Align test data with detection period using 14-day training period

devin-ai-integration[bot] · arbiv · devin-ai-integration[bot] · commit 294b6ca88d08 · 2025-11-12T13:53:24.000Z
Changes:
- Change detection_end from utc_now + 1 day to utc_now
- Move normal data to days -14 to -8 (7 days with 2-hour updates)
- Move anomalous data to days -7 to -1 (7 days with 1 update/day at noon)
- Change training_period from 30 days to 14 days
- Reduce min_training_set_size from 5 to 3
- Update days_back from 40 to 20

Why This Works:
- training_period = 14 days ensures there are training buckets available when
  exclusion is enabled (days -14 to -8)
- Without exclusion: Training includes both normal and anomalous data, so the
  anomalous pattern becomes part of the baseline → test PASSES
- With exclusion: Training includes only normal data (days -14 to -8), so the
  anomalous pattern in detection (days -7 to -1) stands out → test FAILS

This makes the test more intuitive by aligning anomalous data directly with
the detection period while ensuring both test cases work correctly.

Co-Authored-By: Yosef Arbiv &lt;yosef.arbiv@gmail.com&gt;
diff --git a/integration_tests/tests/test_freshness_anomalies.py b/integration_tests/tests/test_freshness_anomalies.py
@@ -241,71 +241,69 @@ def test_exclude_detection_from_training(test_id: str, dbt_project: DbtProject):
     Test the exclude_detection_period_from_training flag functionality for freshness anomalies.
 
     Scenario:
-    - 30 days of normal data with frequent updates (every 2 hours)
-    - 7 days of anomalous data (only 1 update per day at noon) in detection period
-    - Without exclusion: anomaly gets included in training baseline, test passes (misses anomaly)
-    - With exclusion: anomaly excluded from training, test fails (detects anomaly)
+    - 7 days of normal data with frequent updates (every 2 hours) from day -14 to day -8
+    - 7 days of anomalous data (only 1 update per day at noon) from day -7 to day -1
+    - Detection period: last 7 days (days -7 to -1)
+    - Training period: 14 days
+    - Without exclusion: training includes detection window → anomalies normalized → test PASSES
+    - With exclusion: training excludes detection window → anomalies detected → test FAILS
 
     Data Generation Details:
-    - Normal data: days -67 to -37 (generate_dates goes backward from base_date for days_back days)
-    - Anomalous data: days -14 to -7 at noon (once per day)
-    - detection_end: utc_now + 1 day (to include "today" in the detection period)
-    - Detection period: 7 days back from detection_end = days -6 to 0
-
-    Why This Works:
-    The freshness metric measures the maximum time gap between consecutive updates within each
-    daily bucket.
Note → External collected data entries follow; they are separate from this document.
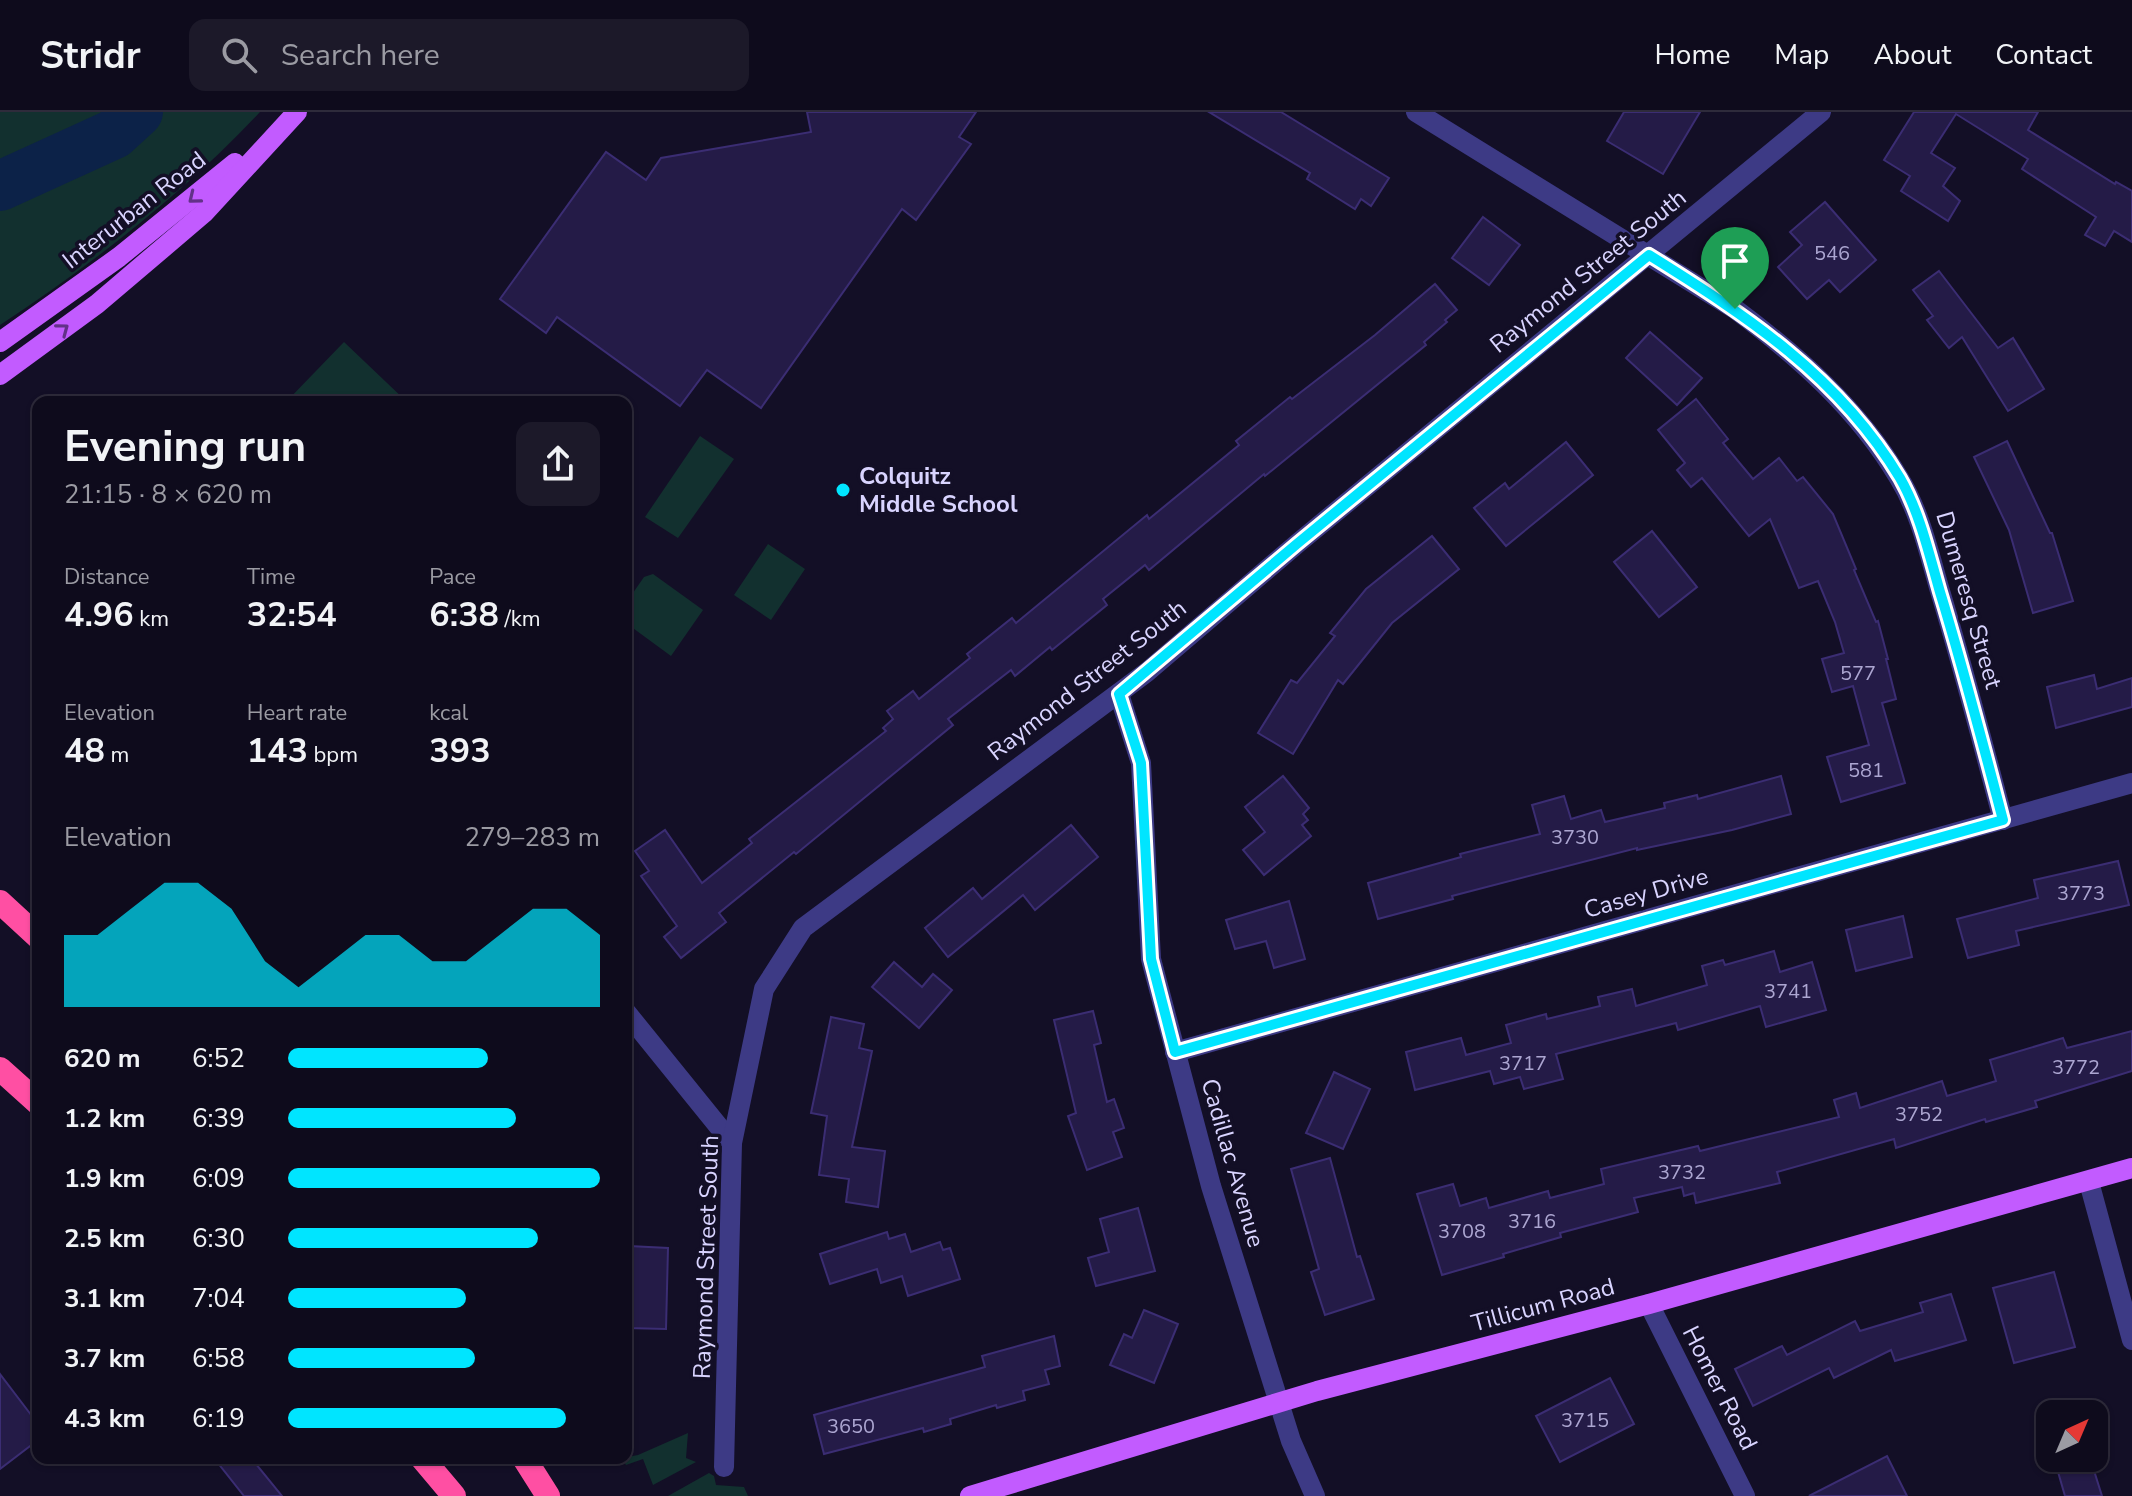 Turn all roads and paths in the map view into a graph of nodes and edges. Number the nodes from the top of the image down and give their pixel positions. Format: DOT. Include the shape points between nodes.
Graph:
graph roads {
  1 [pos="297,112"];
  2 [pos="1416,112"];
  3 [pos="1821,112"];
  4 [pos="1649,255"];
  5 [pos="0,342"];
  6 [pos="0,375"];
  7 [pos="1119,694"];
  8 [pos="2132,783"];
  9 [pos="2003,820"];
  10 [pos="0,902"];
  11 [pos="32,931"];
  12 [pos="632,1019"];
  13 [pos="1175,1052"];
  14 [pos="0,1069"];
  15 [pos="32,1098"];
  16 [pos="732,1143"];
  17 [pos="2132,1168"];
  18 [pos="2089,1182"];
  19 [pos="1649,1304"];
  20 [pos="2132,1340"];
  21 [pos="1279,1403"];
  22 [pos="427,1464"];
  23 [pos="528,1464"];
  24 [pos="724,1467"];
  25 [pos="454,1496"];
  26 [pos="548,1496"];
  27 [pos="970,1496"];
  28 [pos="1315,1496"];
  29 [pos="1745,1496"];
  1 -- 5 [label="main road, Interurban Road, one-way" via="119,257"];
  6 -- 1 [label="main road, one-way" via="97,304 204,213"];
  2 -- 4 [label="street, Dumeresq Street"];
  3 -- 4 [label="street, Raymond Street South"];
  4 -- 7 [label="street, Raymond Street South"];
  4 -- 9 [label="street, Dumeresq Street" via="1782,344 1853,414 1900,479 1921,526"];
  7 -- 13 [label="street, Cadillac Avenue" via="1141,763 1151,959"];
  7 -- 16 [label="street, Raymond Street South" via="803,928 764,989"];
  8 -- 9 [label="street, Casey Drive"];
  9 -- 13 [label="street, Casey Drive"];
  10 -- 11 [label="highway"];
  12 -- 16 [label="street"];
  13 -- 21 [label="street, Cadillac Avenue"];
  14 -- 15 [label="highway"];
  16 -- 24 [label="street, Raymond Street South"];
  17 -- 18 [label="main road, Tillicum Road"];
  18 -- 19 [label="main road, Tillicum Road"];
  18 -- 20 [label="street"];
  19 -- 21 [label="main road, Tillicum Road"];
  19 -- 29 [label="street, Homer Road"];
  21 -- 27 [label="main road, Tillicum Road"];
  21 -- 28 [label="street, Cadillac Avenue"];
  22 -- 25 [label="highway"];
  23 -- 26 [label="highway"];
}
Even though the anomalous events are at days -14 to -7 (outside the detection
-    period of days -6 to 0), the freshness metric for days -6 to 0 is still high because the
-    last update was at day -7 noon. This "propagation effect" means the freshness values in the
-    detection period reflect the missing updates, making the test work correctly.
-
-    - Without exclusion: The high freshness values in days -6 to 0 are included in training,
-      normalizing them into the baseline → test PASSES
-    - With exclusion: The high freshness values in days -6 to 0 are excluded from training,
-      so they stand out against the normal baseline → test FAILS
+    - Normal data: days -14 to -8 (generate_dates goes backward from base_date for days_back days)
+    - Anomalous data: days -7 to -1 at noon (once per day)
+    - detection_end: utc_now (detection period covers the last 7 days ending at now)
+    - Detection period: 7 days back from detection_end = days -7 to -1
+
+    Why This Configuration Works:
+    - training_period = 14 days ensures there are training buckets available when exclusion is enabled
+    - Without exclusion: Training window includes both normal (days -14 to -8) and anomalous
+      (days -7 to -1) data. The anomalous pattern becomes part of the baseline → test PASSES
+    - With exclusion: Training window includes only normal data (days -14 to -8). The anomalous
+      pattern in detection (days -7 to -1) stands out against the normal baseline → test FAILS
+    - min_training_set_size = 3 (reduced from 5) ensures enough buckets are evaluated
     """
     utc_now = datetime.utcnow().replace(hour=0, minute=0, second=0, microsecond=0)
 
-    # Generate 30 days of normal data with frequent updates (every 2 hours)
+    # Generate 7 days of normal data with frequent updates (every 2 hours) from day -14 to day -8
     normal_data = [
         {TIMESTAMP_COLUMN: date.strftime(DATE_FORMAT)}
         for date in generate_dates(
-            base_date=utc_now - timedelta(days=37),
+            base_date=utc_now - timedelta(days=8),
             step=timedelta(hours=2),
-            days_back=30,
+            days_back=7,
         )
     ]
 
-    # Generate 7 days of anomalous data (only 1 update per day at noon)
+    # Generate 7 days of anomalous data (only 1 update per day at noon) from day -7 to day -1
     anomalous_data = [
         {TIMESTAMP_COLUMN: date.strftime(DATE_FORMAT)}
         for date in generate_dates(
-            base_date=(utc_now - timedelta(days=7)).replace(hour=12, minute=0),
+            base_date=(utc_now - timedelta(days=1)).replace(hour=12, minute=0),
             step=timedelta(hours=24),
             days_back=7,
         )
     ]
 
     all_data = normal_data + anomalous_data
 
-    # Test 1: WITHOUT exclusion (should pass - misses the anomaly because it's included in training)
+    # Test 1: WITHOUT exclusion (should pass - training includes detection window with anomalous pattern)
     test_args_without_exclusion = {
         "timestamp_column": TIMESTAMP_COLUMN,
-        "training_period": {"period": "day", "count": 30},
+        "training_period": {"period": "day", "count": 14},
         "detection_period": {"period": "day", "count": 7},
         "time_bucket": {"period": "day", "count": 1},
-        "days_back": 40,
+        "days_back": 20,
         "backfill_days": 0,
         "sensitivity": 3,
-        "min_training_set_size": 5,
+        "min_training_set_size": 3,
         "anomaly_direction": "spike",
         "ignore_small_changes": {
             "spike_failure_percent_threshold": 0,
             "drop_failure_percent_threshold": 0,
         },
     }
 
-    detection_end = utc_now + timedelta(days=1)
+    detection_end = utc_now
 
     test_result_without_exclusion = dbt_project.test(
         test_id + "_without_exclusion",